Your instructions:
Go through the records below and copy out every line that contains the word "roads".

Task data:
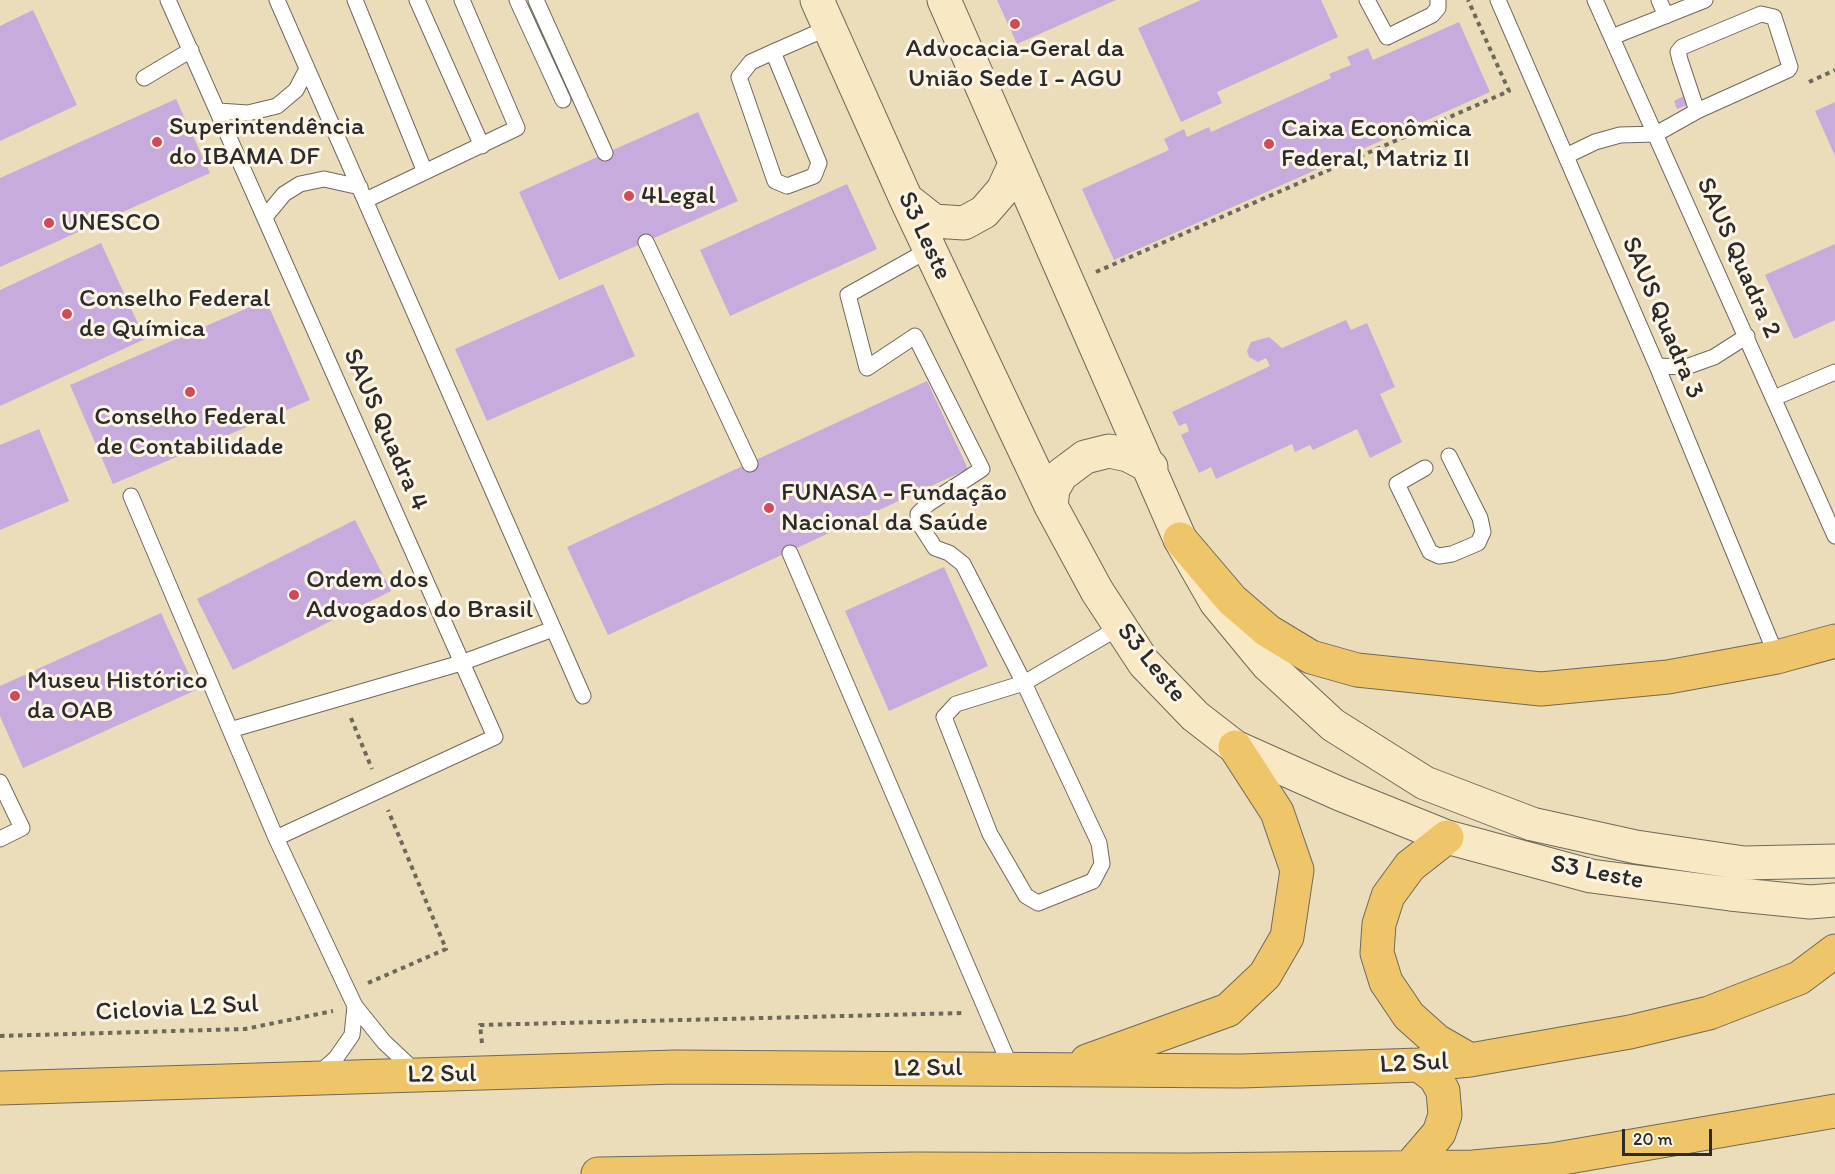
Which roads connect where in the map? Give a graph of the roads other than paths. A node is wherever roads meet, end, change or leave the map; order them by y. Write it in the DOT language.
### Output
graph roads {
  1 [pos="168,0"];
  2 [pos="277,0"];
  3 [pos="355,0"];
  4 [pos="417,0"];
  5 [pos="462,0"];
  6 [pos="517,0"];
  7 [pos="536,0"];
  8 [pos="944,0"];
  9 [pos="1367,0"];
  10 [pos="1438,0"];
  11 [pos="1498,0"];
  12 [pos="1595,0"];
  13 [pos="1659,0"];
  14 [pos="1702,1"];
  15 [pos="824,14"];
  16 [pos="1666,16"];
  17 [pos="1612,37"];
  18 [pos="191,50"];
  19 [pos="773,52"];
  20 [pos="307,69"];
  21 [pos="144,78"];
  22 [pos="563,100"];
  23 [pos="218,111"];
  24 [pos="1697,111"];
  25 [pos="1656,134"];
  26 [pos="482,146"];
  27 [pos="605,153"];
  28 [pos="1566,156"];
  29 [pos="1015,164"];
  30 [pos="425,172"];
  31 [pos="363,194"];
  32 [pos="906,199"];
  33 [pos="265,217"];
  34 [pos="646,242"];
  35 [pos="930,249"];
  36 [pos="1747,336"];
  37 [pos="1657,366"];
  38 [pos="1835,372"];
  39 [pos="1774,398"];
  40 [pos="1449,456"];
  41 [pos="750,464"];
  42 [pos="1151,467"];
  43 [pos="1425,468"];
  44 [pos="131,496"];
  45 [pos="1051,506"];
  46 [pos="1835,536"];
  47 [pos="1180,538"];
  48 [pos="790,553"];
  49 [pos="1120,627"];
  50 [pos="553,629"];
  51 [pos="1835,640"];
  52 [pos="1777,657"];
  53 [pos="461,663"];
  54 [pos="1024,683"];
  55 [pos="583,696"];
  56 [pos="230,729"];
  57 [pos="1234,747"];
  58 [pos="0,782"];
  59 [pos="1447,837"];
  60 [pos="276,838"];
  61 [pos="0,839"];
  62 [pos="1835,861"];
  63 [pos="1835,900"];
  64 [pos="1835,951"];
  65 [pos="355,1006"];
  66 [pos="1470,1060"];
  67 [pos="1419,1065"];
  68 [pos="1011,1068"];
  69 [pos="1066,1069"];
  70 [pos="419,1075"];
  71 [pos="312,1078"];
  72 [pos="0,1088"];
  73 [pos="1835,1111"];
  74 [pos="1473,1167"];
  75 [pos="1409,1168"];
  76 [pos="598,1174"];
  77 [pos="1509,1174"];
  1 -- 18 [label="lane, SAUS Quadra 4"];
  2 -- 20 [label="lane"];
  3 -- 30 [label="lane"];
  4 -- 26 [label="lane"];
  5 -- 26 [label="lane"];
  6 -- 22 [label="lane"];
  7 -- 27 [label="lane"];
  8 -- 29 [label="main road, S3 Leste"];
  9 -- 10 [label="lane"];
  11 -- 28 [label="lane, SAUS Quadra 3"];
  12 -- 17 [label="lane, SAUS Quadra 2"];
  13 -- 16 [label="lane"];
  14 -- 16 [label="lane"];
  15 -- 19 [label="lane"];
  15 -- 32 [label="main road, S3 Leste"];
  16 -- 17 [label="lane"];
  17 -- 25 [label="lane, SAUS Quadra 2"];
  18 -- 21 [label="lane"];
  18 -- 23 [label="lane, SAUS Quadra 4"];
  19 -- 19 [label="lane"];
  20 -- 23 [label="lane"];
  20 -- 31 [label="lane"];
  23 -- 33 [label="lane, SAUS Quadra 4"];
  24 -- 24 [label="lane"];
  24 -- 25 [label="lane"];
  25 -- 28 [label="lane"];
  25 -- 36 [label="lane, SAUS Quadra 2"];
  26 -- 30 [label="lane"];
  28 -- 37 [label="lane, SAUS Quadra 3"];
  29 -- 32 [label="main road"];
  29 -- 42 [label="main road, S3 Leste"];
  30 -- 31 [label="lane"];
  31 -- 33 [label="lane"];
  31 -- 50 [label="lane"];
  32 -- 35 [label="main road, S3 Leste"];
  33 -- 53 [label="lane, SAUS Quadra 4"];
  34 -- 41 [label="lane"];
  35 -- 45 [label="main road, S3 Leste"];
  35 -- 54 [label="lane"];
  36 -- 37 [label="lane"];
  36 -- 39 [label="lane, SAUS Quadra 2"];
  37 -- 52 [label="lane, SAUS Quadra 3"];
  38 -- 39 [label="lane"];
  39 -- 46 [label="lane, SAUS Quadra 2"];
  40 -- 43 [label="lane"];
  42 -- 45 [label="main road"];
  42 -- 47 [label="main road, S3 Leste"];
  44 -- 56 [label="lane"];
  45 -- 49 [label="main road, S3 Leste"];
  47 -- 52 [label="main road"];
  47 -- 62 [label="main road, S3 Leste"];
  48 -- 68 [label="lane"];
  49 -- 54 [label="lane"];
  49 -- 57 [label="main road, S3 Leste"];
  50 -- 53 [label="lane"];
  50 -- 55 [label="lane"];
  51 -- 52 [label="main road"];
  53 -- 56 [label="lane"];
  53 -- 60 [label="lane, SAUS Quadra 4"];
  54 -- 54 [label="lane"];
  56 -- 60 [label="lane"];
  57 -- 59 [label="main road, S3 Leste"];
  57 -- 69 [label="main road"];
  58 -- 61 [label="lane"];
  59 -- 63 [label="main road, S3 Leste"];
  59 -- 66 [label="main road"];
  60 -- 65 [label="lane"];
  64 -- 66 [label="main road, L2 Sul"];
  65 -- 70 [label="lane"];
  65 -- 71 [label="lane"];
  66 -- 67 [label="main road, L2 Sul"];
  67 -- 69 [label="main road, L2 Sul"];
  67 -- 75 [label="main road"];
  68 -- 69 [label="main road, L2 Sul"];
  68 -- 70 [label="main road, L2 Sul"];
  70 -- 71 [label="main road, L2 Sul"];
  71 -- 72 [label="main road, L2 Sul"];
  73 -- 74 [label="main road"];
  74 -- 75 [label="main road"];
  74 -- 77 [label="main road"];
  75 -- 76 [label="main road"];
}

Exercise output:
Which roads connect where in the map? Give a graph of the roads other than paths. A node is wherever roads meet, end, change or leave the map; order them by y. Write it in the DOT language.
graph roads {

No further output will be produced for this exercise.